Я хочу, чтобы мне стало лучше, а не хуже, но не знаю, как это сделать. Так что я наливаю на кухне двойную, а то и тройную, а то и четверную водку с тоником. Университетская толстовка Джонатана так и висит на спинке стула; я швыряю ее в стену через всю гостиную. Потом сажусь, открываю лэптоп и захожу на Фейсбук. Ищу в списке друзей Джонатана имя Кэссиди и получаю один-единственный результат: Кэссиди Гриер. Профиль закрытый, так что видно только маленькую квадратную фотографию смеющейся блондинки. Конечно, он выбрал блондинку.

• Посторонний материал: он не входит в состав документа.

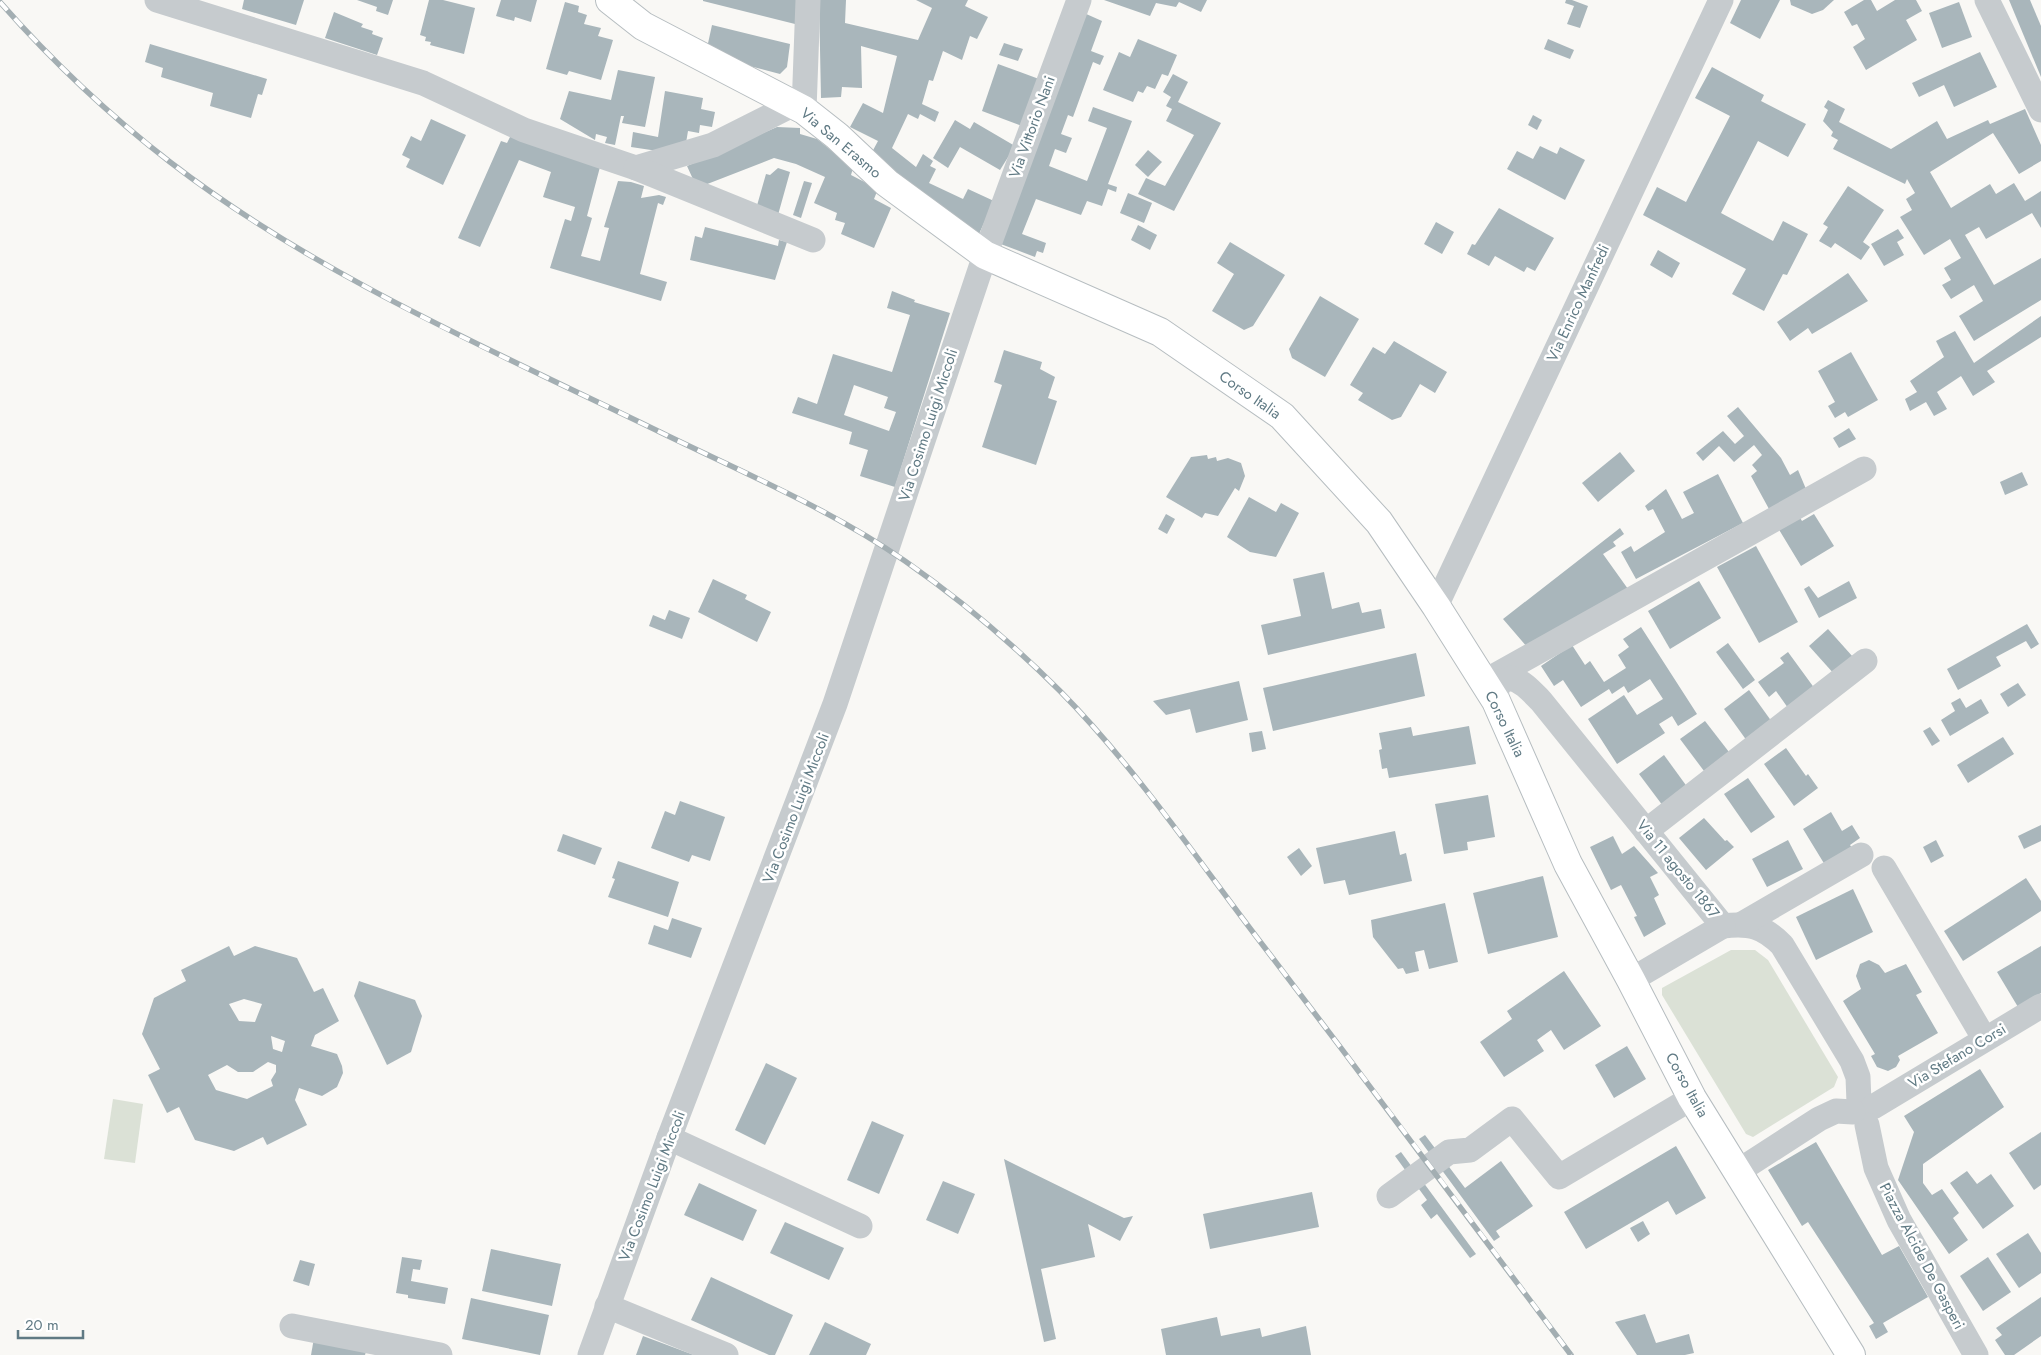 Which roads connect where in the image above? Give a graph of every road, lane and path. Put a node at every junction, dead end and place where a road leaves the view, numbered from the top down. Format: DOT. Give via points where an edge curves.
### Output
graph roads {
  1 [pos="156,0"];
  2 [pos="610,0"];
  3 [pos="808,0"];
  4 [pos="1078,0"];
  5 [pos="1721,0"];
  6 [pos="1987,0"];
  7 [pos="799,107"];
  8 [pos="2041,110"];
  9 [pos="636,168"];
  10 [pos="813,240"];
  11 [pos="985,255"];
  12 [pos="1864,469"];
  13 [pos="1436,606"];
  14 [pos="1865,661"];
  15 [pos="1490,691"];
  16 [pos="1646,831"];
  17 [pos="1861,854"];
  18 [pos="1884,868"];
  19 [pos="1733,925"];
  20 [pos="1631,980"];
  21 [pos="2041,1006"];
  22 [pos="1984,1038"];
  23 [pos="1692,1098"];
  24 [pos="1863,1112"];
  25 [pos="670,1138"];
  26 [pos="1737,1172"];
  27 [pos="1389,1196"];
  28 [pos="860,1226"];
  29 [pos="607,1306"];
  30 [pos="292,1326"];
  31 [pos="440,1355"];
  32 [pos="590,1355"];
  33 [pos="726,1355"];
  34 [pos="1851,1355"];
  35 [pos="1976,1355"];
  1 -- 9 [label="street" via="423,83 524,130"];
  2 -- 7 [label="main road, Via San Erasmo" via="643,26"];
  3 -- 7 [label="street"];
  4 -- 11 [label="street, Via Vittorio Nani"];
  5 -- 13 [label="street, Via Enrico Manfredi"];
  6 -- 8 [label="street"];
  7 -- 9 [label="street" via="713,145"];
  7 -- 11 [label="main road, Via San Erasmo" via="837,136 887,183"];
  9 -- 10 [label="street"];
  11 -- 13 [label="main road, Corso Italia" via="1160,332 1282,416 1379,522"];
  11 -- 25 [label="street, Via Cosimo Luigi Miccoli" via="836,704"];
  12 -- 15 [label="street"];
  13 -- 15 [label="main road, Corso Italia"];
  14 -- 16 [label="street"];
  15 -- 16 [label="street, Via 11 agosto 1867" via="1511,678 1527,687"];
  15 -- 20 [label="main road, Corso Italia" via="1568,864"];
  16 -- 19 [label="street, Via 11 agosto 1867"];
  17 -- 19 [label="street"];
  18 -- 22 [label="street"];
  19 -- 20 [label="street"];
  19 -- 24 [label="street" via="1754,926 1773,936 1790,956 1852,1061 1858,1076"];
  20 -- 23 [label="main road, Corso Italia"];
  21 -- 22 [label="street, Via Stefano Corsi"];
  22 -- 24 [label="street, Via Stefano Corsi"];
  23 -- 26 [label="main road, Corso Italia"];
  23 -- 27 [label="street" via="1559,1177 1512,1119 1470,1150 1449,1152"];
  24 -- 26 [label="street, Via Stefano Corsi" via="1836,1111 1818,1119"];
  24 -- 35 [label="street, Piazza Alcide De Gasperi" via="1876,1168 1899,1220"];
  25 -- 28 [label="street"];
  25 -- 29 [label="street, Via Cosimo Luigi Miccoli"];
  26 -- 34 [label="main road, Corso Italia"];
  29 -- 32 [label="street, Via Cosimo Luigi Miccoli"];
  29 -- 33 [label="street"];
  30 -- 31 [label="street"];
} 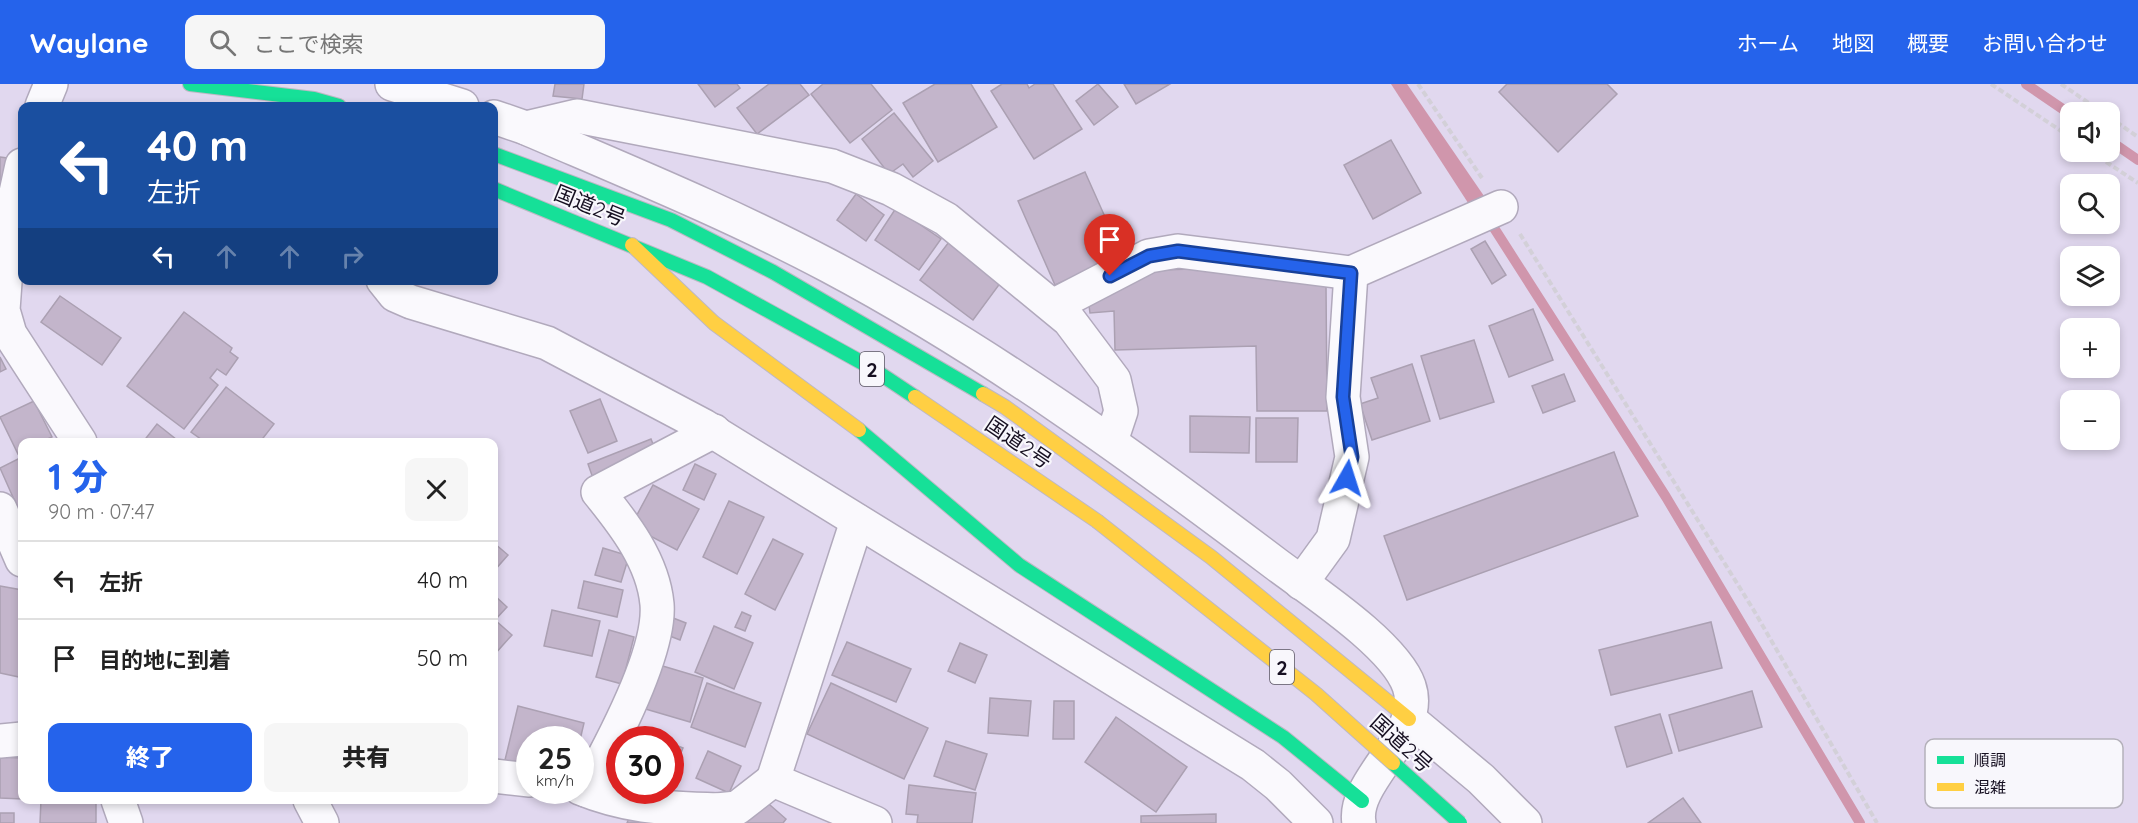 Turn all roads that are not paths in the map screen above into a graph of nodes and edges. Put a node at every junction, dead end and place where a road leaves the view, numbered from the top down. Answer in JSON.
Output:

Я ищу Кэссиди в Гугле и тут же жалею об этом. Ее имя появляется в сиропной статье, озаглавленной «It-Girls Инстаграма» и опубликованной в прошлом году The Cut. Она и завораживает, и вызывает омерзение. Я проматываю часть про известного диджея и ногастую рыжую, которая подписала крутой контракт модели, и дохожу до Кэссиди, кулинарного блогера с более чем 250 тысячами подписчиков. Она крашеная блондинка, явно. Брови на два тона темнее волос цвета масла, как у Блейк Лайвли. А бледно-розовый, тщательно накрашенный рот великоват для лица. Но я не могу себя обмануть и сказать, что она не привлекательна – она красавица. Репортер сообщает, что стройность она поддерживает в Pure Barre и что ее отец, так уж вышло, ушел на пенсию вице-президентом «Бейн Кэпитал» и близко дружит с Миттом Ромни. Она училась в Йейле. Ну конечно.
Когда я открываю ее Инстаграм, становится только хуже. На каждой фотографии еда, при виде которой слюнки текут, в ярком белом свете. Вот миска асаи, украшенная сочной красной клубникой, вот тост с авокадо, посыпанный черным перцем, салат с кале, сбрызнутый оливковым маслом. Ее хрупкие руки с длинными пальцами видны на каждой фотографии: держат вилку или обнимают чашку латте. Лицо всегда кокетливо прячется вне поля зрения. Если бы я ее не ненавидела, то даже подписалась бы. Я проматываю фото за полгода, потом захлопываю лэптоп.
Орландо мяучит на полу, борясь с обмякшей толстовкой Джонатана. В его кинжальных когтях застрял рукав, и он загнал добычу в угол. Толстовка соберет всю пыль, и мне не хочется ее спасать.
Телефон гудит – пришло сообщение. Наверное, Джонатан; пальцы так быстро метнулись к телефону, что я бы со стыда умерла, увидь кто-то. В животе все падает, когда я вижу на экране другое имя.
«Только что разослал несколько сообщений в Тиндере. Очень нервное занятие. Не знаю, как ты этим целый день занимаешься, но впечатлен», – пишет Адам.
Письмо от него – первое, от чего мне за несколько часов не захотелось убить себя или кого-то еще. Я начинаю печатать ответ, но не знаю, что сказать. Я все стираю, а потом, поддавшись порыву, нажимаю кнопку набора.
– Алло?
– Пропустим свидания по Тиндеру, – слышу я свой голос. – Хочешь куда-нибудь сходить со мной?
Ощущение, как на американских горках, когда падаешь с высоты в тысячу футов на асфальт. Это худшее, что я испытывала за всю жизнь.
– Я думал, у тебя есть парень.
– Я тоже.
– Ох, черт. Извини. Мне очень жаль.
– Не о чем жалеть, – отвечаю я.
Надо бы повесить трубку и удалиться жить в постапокалиптическую сибирскую пещеру, где я не смогу так позориться перед людьми, но уже слишком поздно.
– Что ж, в таком случае да. Надо как-нибудь выпить вместе.
– Выпить! Да. Сегодня?
– Сегодня, дай подумать… Вообще-то у меня планы.
– А.
Можно ли быть худшей неудачницей? Меня так и тянет сотворить из себя Сильвию Плат, но я не умею включать духовку.
Он бросается заполнить затянувшуюся паузу в разговоре.